TheServerSide.com page revealed the same initial conclusions of Paul, in this case by Rahul Bhargava, CTO of Rascal Systems:
As you can see the last line indicates vanilla blocking server (thread per connection) produced the best throughput even with 1700 threads active in the JVM.
No one commented on this post. To be fair, the Discussions section of TheServerSide.com was never very popular compared to the News section, but still, not a single person commented to agree or disagree with this comment.
When Paul realized that NIO presuppositions could be false or may be not so definitive, new tests were done on Linux (kernel 2.6), Windows XP and a very big multicore system of Azul (a beast of 768 cores), trying to validate or to debunk some well established presuppositions against classic blocking and thread based IO:
- Asynchronous I/O is faster
- Thread context switching is slow and synchronization among threads will kill your performance
- Threads take up too much memory
- One thread per connection does not scale
The results of Paul’s tests using up to 1000 threads state the contrary:
- IO outperforms asynchronous IO in a single client/server scenario (including on Windows XP)
- Thread context switching, idle thread and uncontented synchronization cost is near zero. Sometimes explicit synchronization can be avoided using utilities for non-blocking concurrency; in fact IO methods used under the hood concurrency utilities when possible. Furthermore, NIO is not free of context switching cost when querying and managing client data associated to the keys returned by the selector.
- The Java stack can be reduced to 48KB (minimum), so 41666 stacks (threads) fulfills 2GB of memory (obviously more space is need for the OS, applications, etc). This stack “automatically” saves the state of the communication. In the NIO solution, the client state is associated to the selector keys and must also be saved to keep track of communication flow and phases.
- Performance is greatly independent of the number of threads (up to 1000). In the case of Azul, more threads clearly implies more performance.
And finally Paul states two advantages of classic IO:
- Coding is much simpler: the code contains the communication flow and states.
- Make better use of multi-cores
Finally Paul tells “The story of Rob Van Behren (as remembered by me from a lunch with Rob)”:
Conclusions: Not So Fast…
First of all, Paul’s study and conclusions are based on raw socket connections, not about HTTP and servlets. A concrete study applied to HTTP, standard servlets and modern asynchronous approaches, would be necessary to validate Paul’s conclusions on higher levels.

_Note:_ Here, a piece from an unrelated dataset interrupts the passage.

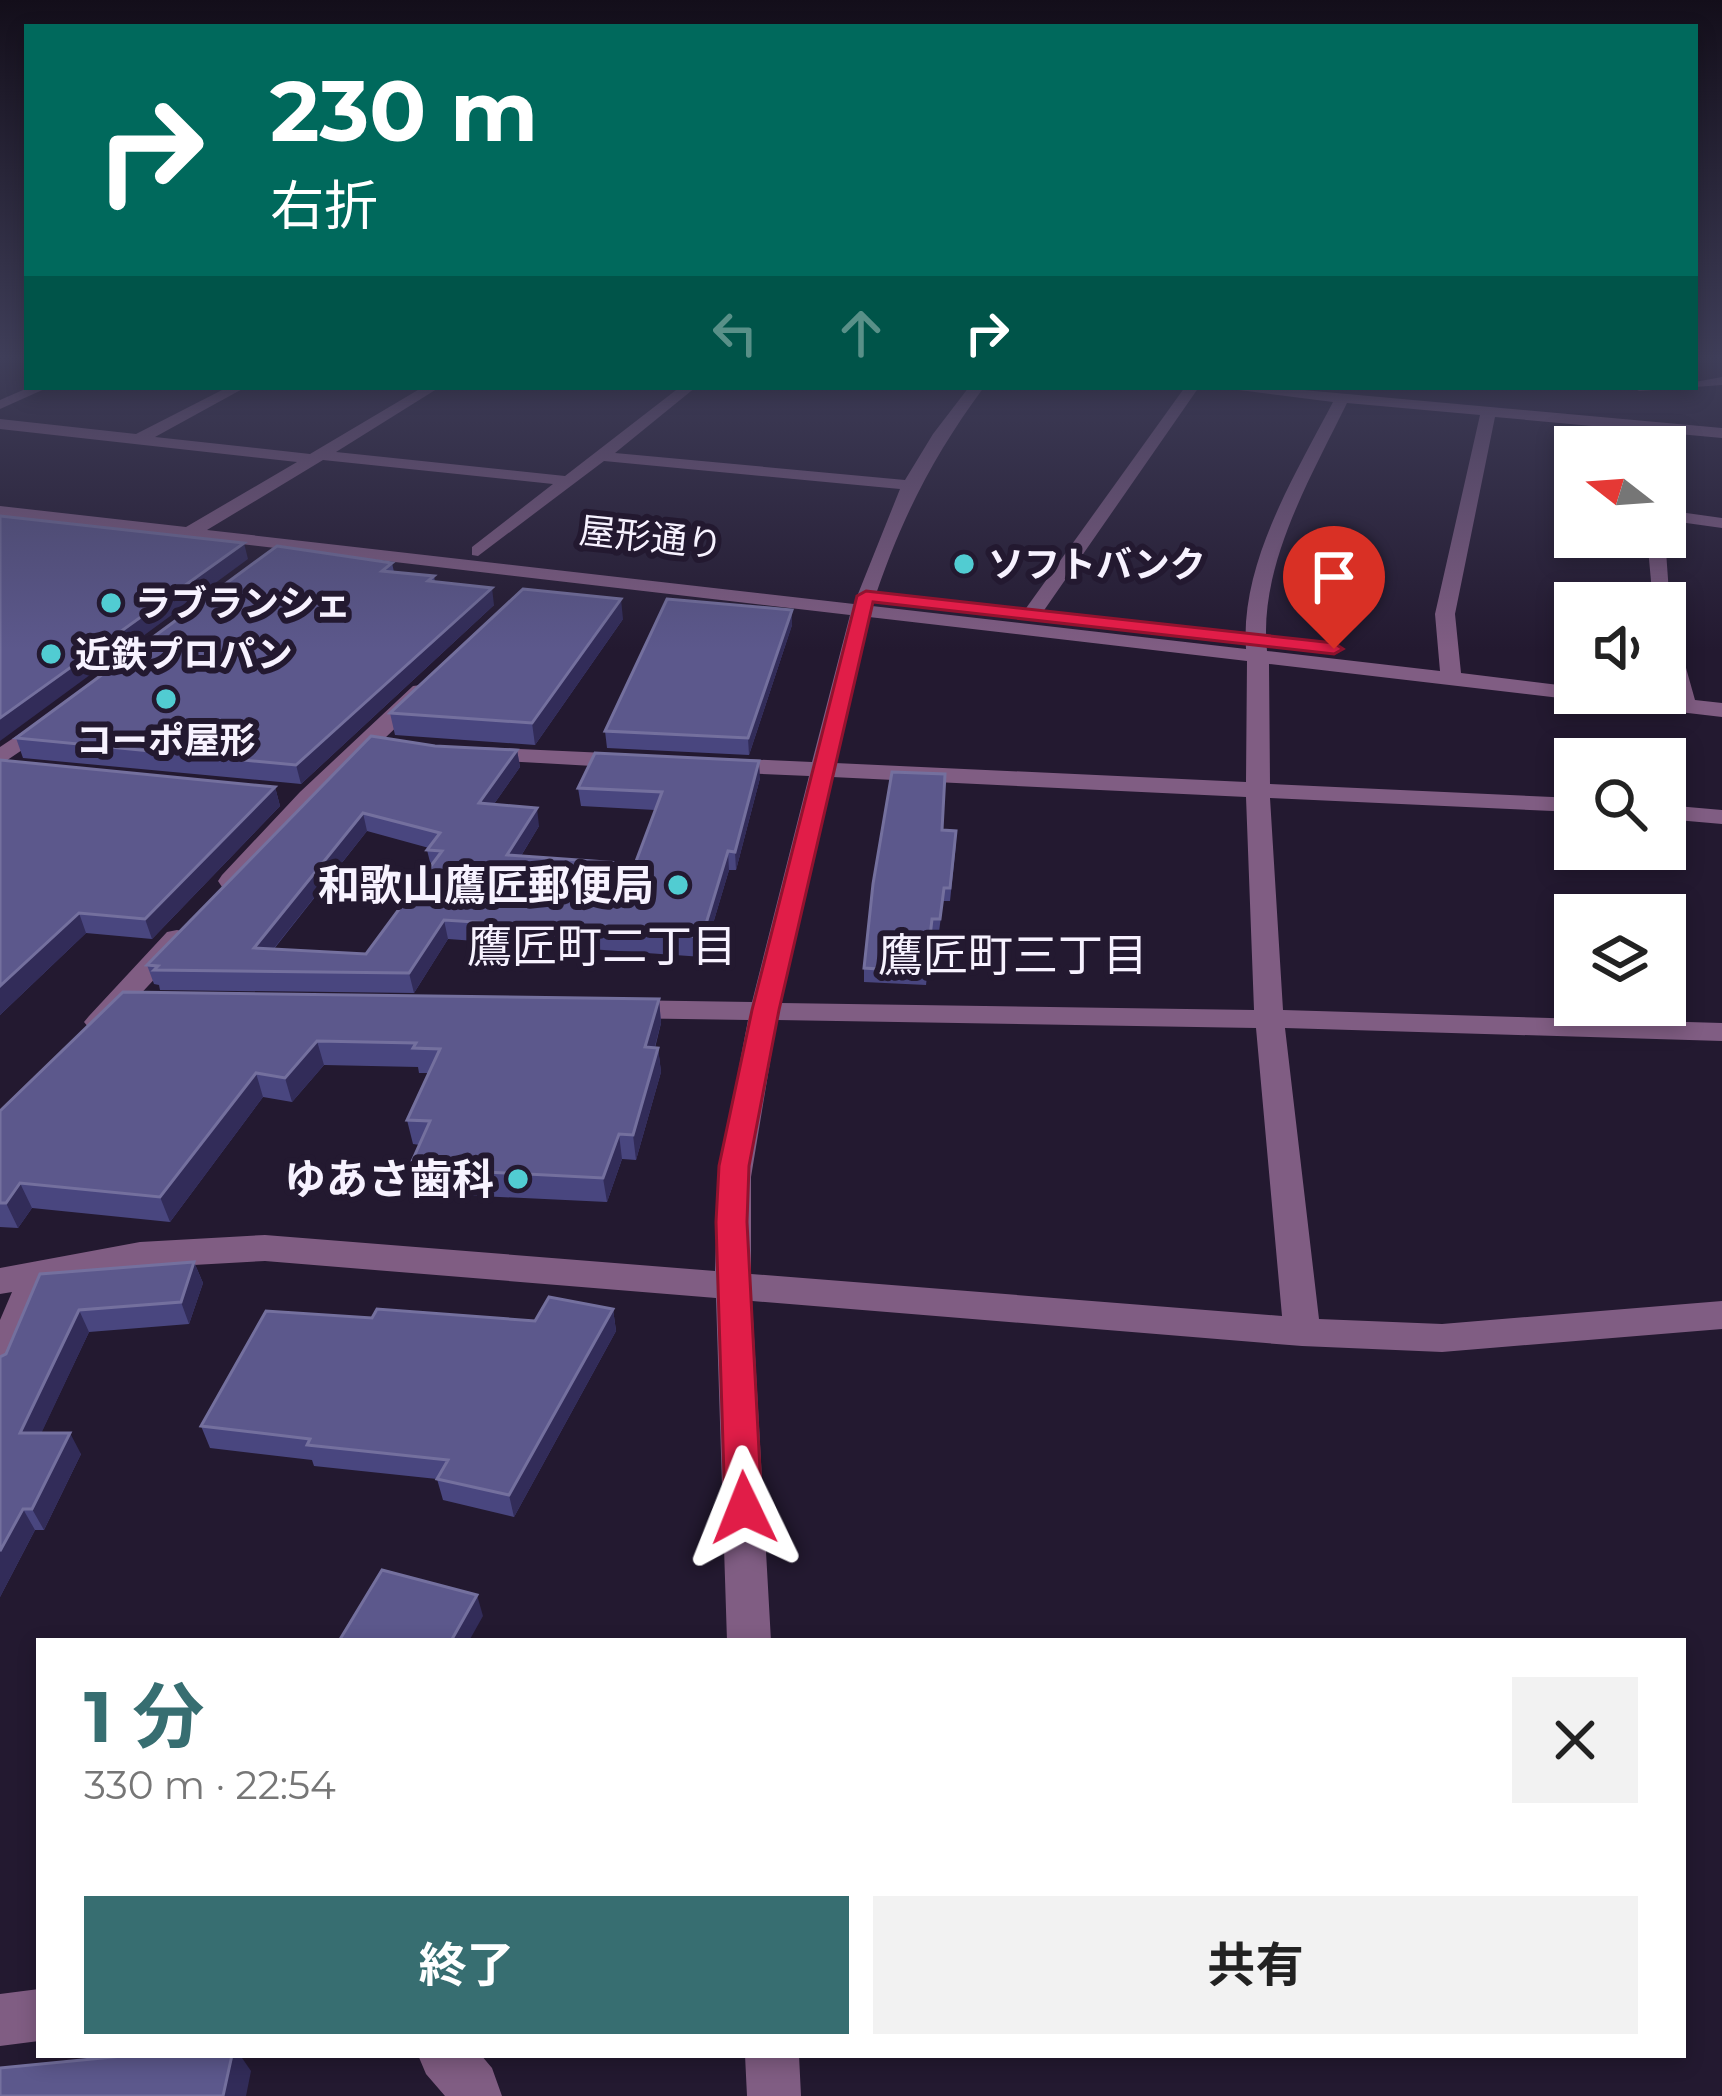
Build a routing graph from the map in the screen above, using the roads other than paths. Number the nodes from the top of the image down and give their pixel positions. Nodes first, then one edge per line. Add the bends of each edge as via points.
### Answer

For me, the most important conclusion is NIO (asynchronous in general) and IO approaches are comparable, and there is no longer one definitive single correct answer. There may be some scenarios where NIO or IO is better and other scenarios where it is irrelevant. And of course there is space for technology improvement.
This case remind me the old battle about performance between Java and C. Java is no longer the snail technology it was, and many agree that C and Java performance is today very similar, and speed is no longer an important criterion when selecting the technology in most typical scenarios.
In the case of ItsNat, supporting new asynchronous servlet containers is desirable but no longer an absolute priority for scaling, and no longer problematic. Because ItsNat is based on Java 1.4 and new containers are compiled with Java 1.5, reflection will be the path we take, and a new asynchronous servlet standard is around the corner!